The task
State how many lines of the data contain the word "九十九里ビーチライン", and write nothing besides the number.

Given data

◆ ◆ ◆

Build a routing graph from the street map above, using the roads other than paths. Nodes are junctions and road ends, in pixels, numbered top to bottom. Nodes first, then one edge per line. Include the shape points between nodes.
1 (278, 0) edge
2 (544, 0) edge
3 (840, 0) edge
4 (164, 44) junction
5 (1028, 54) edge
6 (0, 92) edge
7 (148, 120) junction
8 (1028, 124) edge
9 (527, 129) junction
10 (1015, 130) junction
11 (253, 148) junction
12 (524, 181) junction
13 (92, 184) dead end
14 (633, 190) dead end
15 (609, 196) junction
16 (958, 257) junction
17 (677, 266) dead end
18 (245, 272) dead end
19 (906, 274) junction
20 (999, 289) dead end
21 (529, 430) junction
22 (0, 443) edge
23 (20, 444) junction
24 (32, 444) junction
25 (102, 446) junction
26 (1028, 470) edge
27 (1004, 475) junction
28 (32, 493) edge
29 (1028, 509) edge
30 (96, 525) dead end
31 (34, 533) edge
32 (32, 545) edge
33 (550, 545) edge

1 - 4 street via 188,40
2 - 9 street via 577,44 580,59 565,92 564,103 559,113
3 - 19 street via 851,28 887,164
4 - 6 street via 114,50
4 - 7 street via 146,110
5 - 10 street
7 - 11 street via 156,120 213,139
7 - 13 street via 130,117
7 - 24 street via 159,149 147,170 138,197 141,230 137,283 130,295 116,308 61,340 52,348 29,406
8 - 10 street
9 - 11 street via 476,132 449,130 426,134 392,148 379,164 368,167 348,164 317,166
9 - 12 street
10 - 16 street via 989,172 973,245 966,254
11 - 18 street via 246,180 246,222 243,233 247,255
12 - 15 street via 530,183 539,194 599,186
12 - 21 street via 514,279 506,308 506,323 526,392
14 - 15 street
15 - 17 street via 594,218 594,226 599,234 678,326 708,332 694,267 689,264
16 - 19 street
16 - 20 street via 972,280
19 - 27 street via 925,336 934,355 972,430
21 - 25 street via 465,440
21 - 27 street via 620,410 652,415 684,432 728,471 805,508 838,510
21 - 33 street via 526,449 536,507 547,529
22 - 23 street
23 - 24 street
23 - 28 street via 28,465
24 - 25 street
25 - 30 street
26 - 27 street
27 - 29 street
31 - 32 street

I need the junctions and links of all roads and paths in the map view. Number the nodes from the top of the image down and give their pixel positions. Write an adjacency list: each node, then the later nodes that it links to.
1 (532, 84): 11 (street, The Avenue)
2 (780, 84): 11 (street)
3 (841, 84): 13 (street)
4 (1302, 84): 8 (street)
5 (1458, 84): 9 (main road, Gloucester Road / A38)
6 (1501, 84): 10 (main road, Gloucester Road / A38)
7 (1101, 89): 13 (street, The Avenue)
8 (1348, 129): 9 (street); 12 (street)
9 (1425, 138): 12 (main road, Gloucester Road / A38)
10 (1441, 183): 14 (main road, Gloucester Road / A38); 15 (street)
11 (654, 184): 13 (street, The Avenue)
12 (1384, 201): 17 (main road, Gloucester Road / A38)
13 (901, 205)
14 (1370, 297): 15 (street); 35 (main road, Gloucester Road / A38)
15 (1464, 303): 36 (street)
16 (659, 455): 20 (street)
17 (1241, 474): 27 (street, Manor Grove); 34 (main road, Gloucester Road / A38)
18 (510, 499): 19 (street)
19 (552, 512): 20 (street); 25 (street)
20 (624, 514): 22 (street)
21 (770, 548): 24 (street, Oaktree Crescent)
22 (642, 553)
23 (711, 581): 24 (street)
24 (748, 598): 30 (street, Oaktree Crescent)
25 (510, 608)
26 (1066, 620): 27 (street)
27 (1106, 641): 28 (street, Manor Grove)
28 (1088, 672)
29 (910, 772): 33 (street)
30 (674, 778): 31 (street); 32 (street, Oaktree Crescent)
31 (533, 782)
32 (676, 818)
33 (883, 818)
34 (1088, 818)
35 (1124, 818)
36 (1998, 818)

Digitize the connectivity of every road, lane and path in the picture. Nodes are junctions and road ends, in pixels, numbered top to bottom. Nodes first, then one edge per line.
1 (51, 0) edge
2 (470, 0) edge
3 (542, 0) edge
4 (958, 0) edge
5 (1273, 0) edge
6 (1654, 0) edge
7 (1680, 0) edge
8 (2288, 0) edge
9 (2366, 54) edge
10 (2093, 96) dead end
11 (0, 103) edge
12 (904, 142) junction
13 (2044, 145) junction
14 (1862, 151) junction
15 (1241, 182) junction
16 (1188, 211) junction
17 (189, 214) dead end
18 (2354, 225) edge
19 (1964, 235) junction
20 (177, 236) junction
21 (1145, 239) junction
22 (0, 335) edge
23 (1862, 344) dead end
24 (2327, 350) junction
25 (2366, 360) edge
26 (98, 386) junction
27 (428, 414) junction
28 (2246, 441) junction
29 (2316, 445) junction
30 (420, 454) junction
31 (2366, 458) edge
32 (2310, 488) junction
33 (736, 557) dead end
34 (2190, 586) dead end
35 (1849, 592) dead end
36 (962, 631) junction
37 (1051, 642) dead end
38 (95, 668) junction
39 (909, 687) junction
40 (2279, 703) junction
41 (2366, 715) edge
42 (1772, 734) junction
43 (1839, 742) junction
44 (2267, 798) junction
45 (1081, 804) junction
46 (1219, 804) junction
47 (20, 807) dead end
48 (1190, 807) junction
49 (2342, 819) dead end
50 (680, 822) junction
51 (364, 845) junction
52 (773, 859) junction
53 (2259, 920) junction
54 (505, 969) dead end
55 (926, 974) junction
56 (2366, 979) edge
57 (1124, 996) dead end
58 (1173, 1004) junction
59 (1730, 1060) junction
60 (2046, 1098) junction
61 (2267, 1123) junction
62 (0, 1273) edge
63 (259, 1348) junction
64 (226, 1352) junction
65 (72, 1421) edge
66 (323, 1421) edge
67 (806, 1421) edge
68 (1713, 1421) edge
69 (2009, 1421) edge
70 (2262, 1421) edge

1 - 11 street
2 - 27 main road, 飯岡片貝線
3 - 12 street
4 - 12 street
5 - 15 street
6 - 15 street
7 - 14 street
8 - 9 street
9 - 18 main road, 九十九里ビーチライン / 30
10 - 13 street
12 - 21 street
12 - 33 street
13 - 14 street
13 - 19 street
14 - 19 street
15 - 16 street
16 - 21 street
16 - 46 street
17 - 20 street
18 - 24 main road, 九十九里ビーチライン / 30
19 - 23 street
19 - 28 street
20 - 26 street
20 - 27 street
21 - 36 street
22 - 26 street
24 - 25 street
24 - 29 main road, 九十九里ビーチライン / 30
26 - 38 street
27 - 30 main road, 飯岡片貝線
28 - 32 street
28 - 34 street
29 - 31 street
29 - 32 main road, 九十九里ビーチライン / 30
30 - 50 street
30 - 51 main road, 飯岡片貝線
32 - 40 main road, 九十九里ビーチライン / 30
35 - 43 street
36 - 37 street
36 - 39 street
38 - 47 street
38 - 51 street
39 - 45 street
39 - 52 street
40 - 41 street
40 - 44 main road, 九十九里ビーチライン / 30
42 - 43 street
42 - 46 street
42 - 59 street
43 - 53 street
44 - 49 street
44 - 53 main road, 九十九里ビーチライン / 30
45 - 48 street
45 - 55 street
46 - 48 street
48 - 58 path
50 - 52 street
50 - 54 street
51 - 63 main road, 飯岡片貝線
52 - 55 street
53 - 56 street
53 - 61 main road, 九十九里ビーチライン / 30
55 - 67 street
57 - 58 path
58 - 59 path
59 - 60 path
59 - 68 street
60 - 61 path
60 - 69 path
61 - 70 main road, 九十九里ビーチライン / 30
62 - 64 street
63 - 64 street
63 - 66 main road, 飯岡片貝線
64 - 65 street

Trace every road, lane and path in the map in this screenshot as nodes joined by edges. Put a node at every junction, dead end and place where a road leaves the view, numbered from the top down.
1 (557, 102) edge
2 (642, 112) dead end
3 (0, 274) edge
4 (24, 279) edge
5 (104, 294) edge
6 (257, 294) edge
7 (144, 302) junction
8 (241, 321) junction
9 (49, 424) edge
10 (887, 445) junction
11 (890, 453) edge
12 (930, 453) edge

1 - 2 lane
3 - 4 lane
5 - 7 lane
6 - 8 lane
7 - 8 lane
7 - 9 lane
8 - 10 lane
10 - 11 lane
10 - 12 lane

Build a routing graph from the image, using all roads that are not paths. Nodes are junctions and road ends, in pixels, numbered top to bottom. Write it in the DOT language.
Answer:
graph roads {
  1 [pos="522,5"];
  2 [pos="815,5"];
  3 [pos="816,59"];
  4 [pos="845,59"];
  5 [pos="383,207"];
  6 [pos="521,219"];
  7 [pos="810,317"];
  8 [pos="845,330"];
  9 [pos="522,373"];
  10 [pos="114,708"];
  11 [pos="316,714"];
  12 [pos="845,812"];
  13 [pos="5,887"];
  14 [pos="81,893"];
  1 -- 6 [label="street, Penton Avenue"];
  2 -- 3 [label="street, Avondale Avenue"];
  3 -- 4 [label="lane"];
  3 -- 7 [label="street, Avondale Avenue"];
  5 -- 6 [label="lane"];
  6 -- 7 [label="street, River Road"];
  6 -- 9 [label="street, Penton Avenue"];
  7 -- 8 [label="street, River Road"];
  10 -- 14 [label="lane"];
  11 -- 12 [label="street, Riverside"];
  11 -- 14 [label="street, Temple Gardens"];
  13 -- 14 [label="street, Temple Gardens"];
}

◆ ◆ ◆

Reply
9